### [Task statement]
Read through the listing and copy every line that contains the word "Eylül".

◆ ◆ ◆ ◆

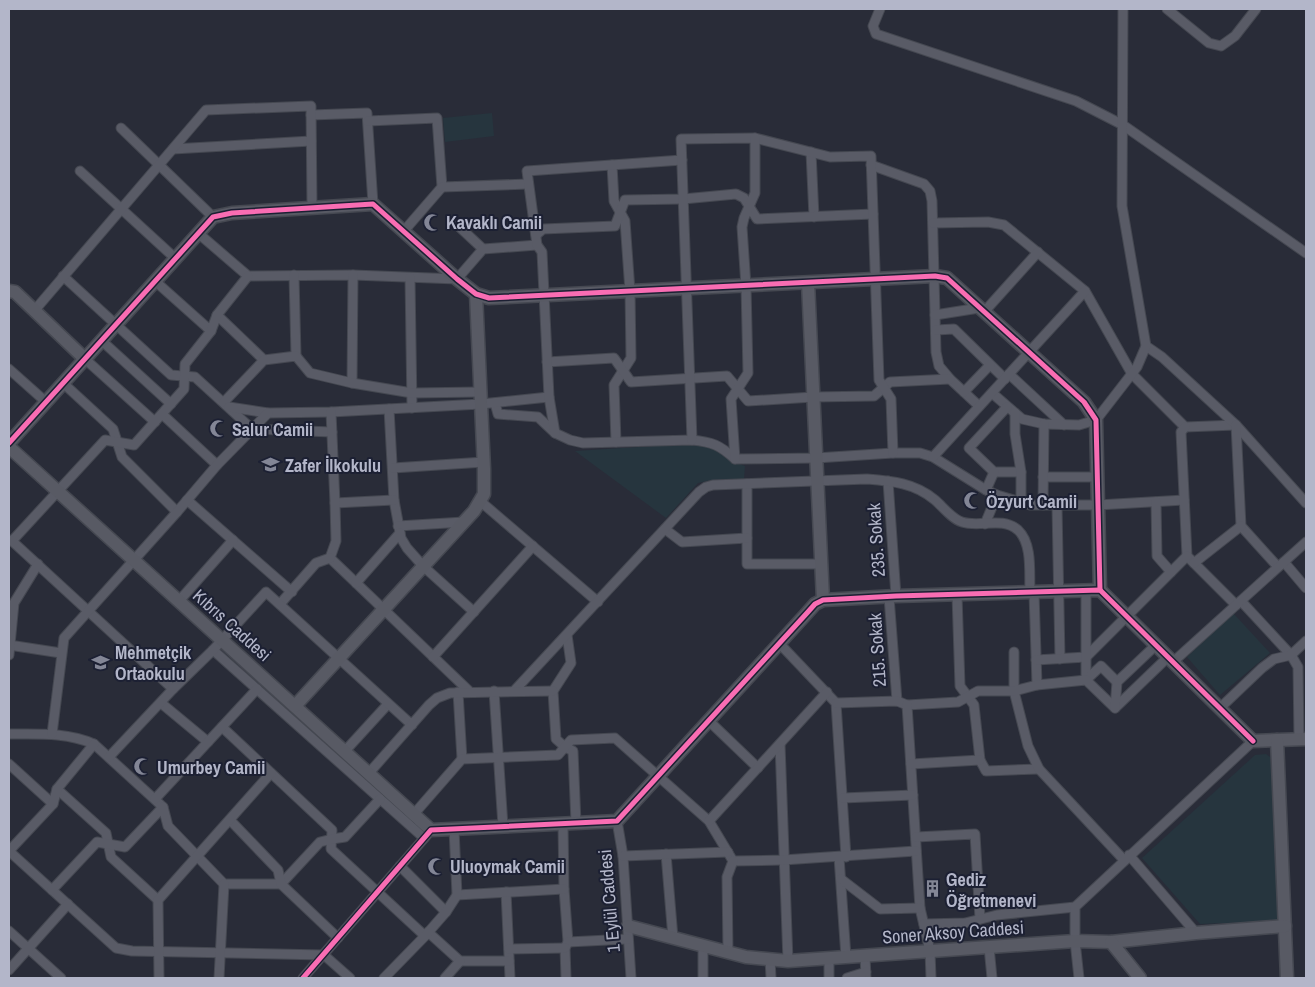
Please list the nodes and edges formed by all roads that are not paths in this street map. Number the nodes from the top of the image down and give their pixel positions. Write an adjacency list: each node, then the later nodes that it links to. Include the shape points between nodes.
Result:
1 (880, 9): 7 (street, via 873,26 876,34 1076,101)
2 (1123, 9): 7 (street)
3 (1167, 9): 4 (street, via 1209,43 1221,46 1235,36)
4 (1256, 9)
5 (311, 115): 6 (street, via 367,113); 10 (street); 11 (street, via 311,106 206,110)
6 (368, 121): 19 (street, via 437,118); 21 (street)
7 (1123, 125): 37 (street); 64 (street, via 1122,206)
8 (121, 128): 14 (street)
9 (755, 138): 12 (street); 13 (street, via 681,138); 23 (street, via 755,192)
10 (311, 141): 11 (street); 22 (street)
11 (173, 149): 14 (street)
12 (811, 152): 16 (street, via 830,157 871,156); 28 (street)
13 (682, 160): 15 (street); 20 (street)
14 (160, 164): 24 (street); 27 (street)
15 (612, 164): 18 (street, via 527,171); 25 (street, via 614,201)
16 (871, 166): 26 (street); 30 (street, via 924,184 930,191)
17 (80, 171): 24 (street)
18 (528, 184): 19 (street); 33 (street)
19 (442, 186): 31 (street)
20 (683, 199): 23 (street, via 736,194 744,198); 25 (street, via 625,200); 50 (street)
21 (373, 204): 22 (street); 31 (street)
22 (312, 207): 27 (street)
23 (749, 207): 28 (street, via 757,219); 49 (street, via 742,227)
24 (122, 209): 38 (street); 41 (street)
25 (620, 212): 33 (street, via 615,226 542,229); 51 (street, via 625,221)
26 (873, 214): 28 (street); 46 (street)
27 (213, 217): 32 (street)
28 (814, 217)
29 (453, 221): 35 (street)
30 (933, 223): 36 (street, via 988,222 1004,225); 43 (street)
31 (403, 232): 45 (street)
32 (198, 233): 38 (street); 42 (street)
33 (536, 235): 34 (street)
34 (537, 245): 35 (street); 55 (street, via 542,252)
35 (483, 249): 45 (street)
36 (1038, 252): 52 (street); 56 (street)
37 (1306, 253)
38 (176, 259): 47 (street)
39 (294, 275): 40 (street); 42 (street); 66 (street)
40 (353, 275): 44 (street); 79 (street)
41 (63, 276): 57 (street); 60 (street)
42 (248, 276): 58 (street)
43 (935, 276): 46 (street); 56 (street, via 947,278); 59 (street)
44 (410, 278): 45 (street); 83 (street)
45 (457, 279): 54 (street)
46 (875, 280): 48 (street); 80 (street, via 879,380)
47 (156, 281): 60 (street); 62 (street)
48 (808, 283): 49 (street); 86 (street)
49 (746, 286): 50 (street); 81 (street, via 748,373)
50 (687, 288): 51 (street); 76 (street)
51 (630, 291): 55 (street); 72 (street, via 631,358)
52 (1085, 291): 65 (street); 73 (street)
53 (11, 294): 57 (street)
54 (476, 294): 55 (street, via 489,298); 87 (street)
55 (544, 295): 69 (street)
56 (982, 310): 59 (street); 65 (street)
57 (34, 311): 67 (street)
58 (218, 315): 62 (street); 68 (street)
59 (935, 315): 61 (street)
60 (117, 324): 63 (street); 74 (street, via 171,375)
61 (936, 330): 70 (street, via 954,329); 77 (street, via 939,366)
62 (210, 331): 74 (street, via 185,364)
63 (102, 341): 67 (street); 90 (street)
64 (1146, 346): 73 (street); 103 (street)
65 (1029, 352): 75 (street); 99 (street, via 1084,402)
66 (296, 356): 68 (street); 79 (street, via 310,372)
67 (85, 359): 78 (street); 100 (street)
68 (264, 360): 91 (street)
69 (547, 362): 72 (street, via 614,358); 85 (street)
70 (990, 365): 75 (street); 82 (street)
71 (9, 369): 88 (street)
72 (623, 371): 76 (street, via 630,382); 110 (street, via 614,385)
73 (1132, 374): 99 (street); 104 (street)
74 (185, 376): 90 (street, via 184,389); 91 (street, via 195,377)
75 (1007, 376): 84 (street); 102 (street)
76 (690, 378): 81 (street, via 727,376); 108 (street)
77 (950, 379): 80 (street, via 890,382); 82 (street)
78 (64, 383): 88 (street); 109 (street, via 113,429)
79 (352, 383): 83 (street)
80 (883, 388): 86 (street, via 874,396); 113 (street, via 890,399)
81 (738, 390): 86 (street, via 748,401); 116 (street, via 731,399)
82 (964, 392): 92 (street)
83 (412, 393): 87 (street); 93 (street)
84 (992, 393): 92 (street); 95 (street)
85 (549, 397): 89 (street); 107 (street)
86 (813, 397): 115 (street)
87 (480, 398): 89 (street); 93 (street); 117 (street)
88 (46, 402): 111 (street)
89 (495, 402): 107 (street, via 498,414 538,417)
90 (171, 404): 98 (street)
91 (227, 404): 97 (street); 105 (street)
92 (979, 406): 114 (street)
93 (412, 408): 94 (street)
94 (389, 409): 96 (street); 119 (street)
95 (1011, 410): 101 (street, via 1022,419); 120 (street, via 969,448); 121 (street)
96 (331, 412): 97 (street); 106 (street)
97 (268, 413): 105 (street)
98 (162, 414): 100 (street); 118 (street)
99 (1096, 420): 102 (street); 123 (street)
100 (155, 422): 109 (street, via 134,445)
101 (1044, 424): 102 (street); 122 (street)
102 (1064, 425)
103 (1236, 425): 104 (street); 137 (street); 144 (street)
104 (1185, 426): 132 (street, via 1180,432)
105 (252, 429): 106 (street); 118 (street)
106 (332, 432): 136 (street)
107 (555, 433): 110 (street, via 583,443)
108 (692, 440): 110 (street); 116 (street, via 724,448)
109 (117, 442): 128 (street, via 105,440); 141 (street, via 122,457)
110 (616, 442)
111 (9, 443)
112 (9, 447): 128 (street, Kıbrıs Caddesi)
113 (893, 453): 114 (street, via 920,453); 115 (street)
114 (933, 457): 127 (street)
115 (816, 458): 116 (street); 125 (street)
116 (735, 459)
117 (484, 462): 119 (street); 133 (street, via 484,494)
118 (217, 465): 130 (street)
119 (393, 468): 131 (street)
120 (994, 472): 121 (street); 127 (street)
121 (1021, 472): 134 (street)
122 (1043, 477): 123 (street); 138 (street)
123 (1098, 478): 139 (street)
124 (888, 481): 125 (street); 143 (street, via 917,488 960,521 972,525); 168 (street, 235. Sokak)
125 (817, 482): 126 (street); 156 (street)
126 (747, 484): 145 (street, via 706,487); 147 (street)
127 (986, 490): 129 (street)
128 (58, 491): 148 (street); 153 (street, Kıbrıs Caddesi)
129 (997, 496): 134 (street); 143 (street)
130 (187, 500): 141 (street); 149 (street)
131 (394, 500): 136 (street); 146 (street)
132 (1184, 500): 135 (street); 154 (street)
133 (480, 501): 142 (street); 151 (street)
134 (1020, 502): 138 (street)
135 (1156, 502): 139 (street); 159 (street, via 1158,556)
136 (336, 503): 152 (street, via 336,542)
137 (1306, 503)
138 (1043, 505): 140 (street)
139 (1098, 505): 140 (street); 162 (street)
140 (1057, 506): 165 (street)
141 (177, 512): 153 (street)
142 (464, 522): 146 (street); 158 (street)
143 (986, 524): 166 (street, via 1010,525 1024,538)
144 (1241, 526): 154 (street); 157 (street)
145 (665, 528): 147 (street, via 682,542); 172 (street)
146 (399, 530): 158 (street, via 407,548); 160 (street)
147 (747, 538): 156 (street, via 747,564)
148 (10, 540): 155 (street)
149 (233, 540): 164 (street); 170 (street)
150 (1306, 542): 157 (street)
151 (533, 546): 172 (street); 177 (street)
152 (330, 558): 160 (street); 164 (street, via 316,563)
153 (134, 560): 170 (street, Kıbrıs Caddesi); 175 (street)
154 (1190, 560): 159 (street); 173 (street)
155 (38, 564): 171 (street); 175 (street)
156 (821, 564): 169 (street)
157 (1281, 564): 161 (street); 173 (street)
158 (423, 566): 176 (street); 177 (street)
159 (1170, 572): 178 (street)
160 (356, 583): 176 (street)
161 (1306, 588)
162 (1100, 590): 163 (street); 178 (street)
163 (1086, 591): 165 (street); 190 (street)
164 (292, 592): 174 (street)
165 (1058, 592): 166 (street); 192 (street)
166 (1032, 593): 167 (street); 193 (street)
167 (956, 595): 168 (street); 207 (street, via 960,686)
168 (893, 596): 169 (street); 208 (street, 215. Sokak)
169 (823, 600): 182 (street, via 815,604)
170 (179, 601): 180 (street, Kıbrıs Caddesi)
171 (12, 602): 184 (street)
172 (598, 602): 179 (street)
173 (1238, 603): 188 (street); 194 (street)
174 (280, 604): 180 (street, via 266,592); 191 (street)
175 (87, 610): 187 (street, via 64,638); 198 (street)
176 (384, 610): 189 (street); 191 (street)
177 (474, 612): 189 (street)
178 (1126, 616): 183 (street); 190 (street)
179 (567, 635): 202 (street); 203 (street, via 571,663)
180 (222, 640): 185 (street); 214 (street, Kıbrıs Caddesi)
181 (1306, 641): 188 (street)
182 (779, 643): 206 (street); 217 (street)
183 (1156, 645): 194 (street); 196 (street)
184 (9, 648): 187 (street)
185 (213, 650): 198 (street); 199 (street)
186 (1014, 652): 204 (street)
187 (61, 653): 221 (street)
188 (1290, 655): 209 (street, via 1298,667); 216 (street, via 1274,659 1262,668)
189 (433, 657): 200 (street)
190 (1086, 657): 192 (street); 195 (street)
191 (339, 659): 212 (street); 214 (street)
192 (1060, 659): 193 (street)
193 (1036, 660): 197 (street)
194 (1171, 660): 215 (street); 216 (street)
195 (1086, 680): 196 (street, via 1101,666); 197 (street); 215 (street)
196 (1117, 682): 215 (street)
197 (1038, 685): 204 (street)
198 (173, 688): 210 (street)
199 (257, 689): 219 (street); 243 (street)
200 (469, 691): 201 (street); 205 (street)
201 (494, 691): 202 (street); 231 (street)
202 (514, 691): 203 (street)
203 (553, 691): 228 (street, via 556,739)
204 (1014, 691): 207 (street, via 978,691); 237 (street, via 1028,746)
205 (458, 692): 218 (street, via 437,698); 232 (street)
206 (827, 692): 211 (street); 227 (street)
207 (968, 696): 213 (street, via 958,702); 233 (street, via 974,705)
208 (897, 701): 211 (street); 213 (street)
209 (1302, 701): 222 (street)
210 (161, 703): 225 (street); 230 (street)
211 (836, 703): 244 (street)
212 (388, 704): 218 (street); 229 (street)
213 (906, 705): 235 (street)
214 (295, 706): 229 (street, Kıbrıs Caddesi)
215 (1115, 708)
216 (1220, 708): 224 (street)
217 (709, 721): 236 (street); 240 (street)
218 (412, 725): 239 (street)
219 (222, 727): 225 (street); 238 (street)
220 (9, 734): 221 (street)
221 (52, 734): 226 (street)
222 (1303, 739): 223 (street)
223 (1277, 740): 224 (street); 287 (street)
224 (1253, 741): 267 (street)
225 (208, 742): 245 (street)
226 (94, 744): 230 (street); 241 (street)
227 (780, 744): 236 (street); 268 (street)
228 (565, 747): 231 (street, via 558,755); 240 (street, via 571,740 615,738); 252 (street, via 574,751)
229 (345, 752): 239 (street, Kıbrıs Caddesi)
230 (110, 757): 245 (street)
231 (499, 757): 232 (street); 254 (street)
232 (462, 759): 248 (street)
233 (980, 760): 235 (street); 237 (street, via 986,771)
234 (9, 764): 246 (street)
235 (911, 764): 242 (street)
236 (758, 768): 251 (street)
237 (1039, 769): 267 (street)
238 (271, 773): 249 (street); 258 (street, via 332,830)
239 (369, 773): 248 (street, Kıbrıs Caddesi)
240 (659, 776): 250 (street); 251 (street)
241 (58, 789): 246 (street); 259 (street, via 106,833)
242 (913, 795): 244 (street); 257 (street)
243 (380, 798): 256 (street); 258 (street, via 345,837)
244 (843, 798): 266 (street)
245 (155, 799): 247 (street)
246 (53, 804): 260 (street)
247 (163, 807): 259 (street, via 125,846); 264 (street, via 168,826)
248 (414, 814): 256 (street, Kıbrıs Caddesi)
249 (230, 820): 264 (street); 273 (street, via 278,870)
250 (617, 821): 252 (street); 265 (street, 1 Eylül Caddesi)
251 (710, 821): 262 (street)
252 (576, 823): 253 (street)
253 (562, 824): 254 (street); 274 (street)
254 (503, 826): 255 (street)
255 (454, 828): 256 (street); 278 (street)
256 (428, 834): 270 (street)
257 (916, 837): 261 (street); 284 (street, via 974,834)
258 (332, 839): 273 (street, via 320,842); 277 (street, via 331,849)
259 (110, 844): 275 (street, via 97,842); 279 (street, via 111,857)
260 (9, 851): 275 (street)
261 (916, 851): 266 (street); 282 (street)
262 (728, 852): 263 (street); 269 (street)
263 (666, 854): 265 (street); 292 (street)
264 (197, 856): 272 (street); 279 (street)
265 (622, 856): 286 (street, 1 Eylül Caddesi)
266 (843, 857): 268 (street); 271 (street)
267 (1126, 858): 281 (street); 289 (street)
268 (783, 860): 269 (street); 312 (street)
269 (733, 861): 303 (street, via 727,877)
270 (400, 866): 277 (street); 283 (street)
271 (841, 879): 282 (street, via 880,909); 307 (street)
272 (224, 884): 273 (street); 304 (street)
273 (280, 884): 291 (street)
274 (564, 889): 276 (street); 296 (street)
275 (52, 890): 280 (street)
276 (506, 892): 278 (street); 300 (street)
277 (377, 893): 290 (street); 291 (street)
278 (457, 895): 283 (street)
279 (158, 900): 302 (street)
280 (68, 904): 299 (street); 302 (street, via 116,948)
281 (1075, 907): 284 (street); 294 (street)
282 (920, 908): 285 (street)
283 (446, 912): 290 (street)
284 (980, 919): 285 (street, via 965,923)
285 (924, 924): 301 (street)
286 (628, 926): 292 (street, Soner Aksoy Caddesi); 293 (street, 1 Eylül Caddesi)
287 (1285, 926): 289 (street, Soner Aksoy Caddesi); 333 (street)
288 (9, 930): 299 (street)
289 (1196, 933): 295 (street, Soner Aksoy Caddesi)
290 (426, 934): 310 (street); 320 (street)
291 (338, 938): 305 (street)
292 (673, 938): 297 (street, Soner Aksoy Caddesi)
293 (628, 939): 296 (street); 324 (street, 1 Eylül Caddesi)
294 (1075, 941): 295 (street, Soner Aksoy Caddesi); 298 (street, Soner Aksoy Caddesi); 331 (street)
295 (1111, 942): 332 (street)
296 (566, 945): 300 (street); 323 (street)
297 (703, 946): 303 (street, Soner Aksoy Caddesi); 325 (street)
298 (989, 947): 301 (street, Soner Aksoy Caddesi); 330 (street)
299 (29, 949): 313 (street); 315 (street)
300 (509, 950): 311 (street)
301 (930, 951): 306 (street, Soner Aksoy Caddesi); 329 (street)
302 (159, 952): 304 (street); 316 (street)
303 (728, 952): 309 (street, Soner Aksoy Caddesi)
304 (220, 953): 305 (street); 317 (street)
305 (324, 955): 318 (street); 319 (street)
306 (865, 956): 307 (street, Soner Aksoy Caddesi); 314 (street)
307 (846, 957): 308 (street, Soner Aksoy Caddesi)
308 (829, 958): 312 (street, Soner Aksoy Caddesi); 327 (street)
309 (770, 959): 312 (street, Soner Aksoy Caddesi); 326 (street)
310 (460, 961): 311 (street); 321 (street)
311 (509, 961): 322 (street)
312 (788, 961)
313 (9, 970)
314 (866, 975): 328 (street)
315 (62, 978)
316 (159, 978)
317 (219, 978)
318 (302, 978)
319 (350, 978)
320 (384, 978)
321 (445, 978)
322 (510, 978)
323 (566, 978)
324 (631, 978)
325 (703, 978)
326 (771, 978)
327 (829, 978)
328 (847, 978)
329 (931, 978)
330 (992, 978)
331 (1079, 978)
332 (1140, 978)
333 (1287, 978)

◆ ◆ ◆ ◆

### [Exercise result]
250 (617, 821): 252 (street); 265 (street, 1 Eylül Caddesi)
265 (622, 856): 286 (street, 1 Eylül Caddesi)
286 (628, 926): 292 (street, Soner Aksoy Caddesi); 293 (street, 1 Eylül Caddesi)
293 (628, 939): 296 (street); 324 (street, 1 Eylül Caddesi)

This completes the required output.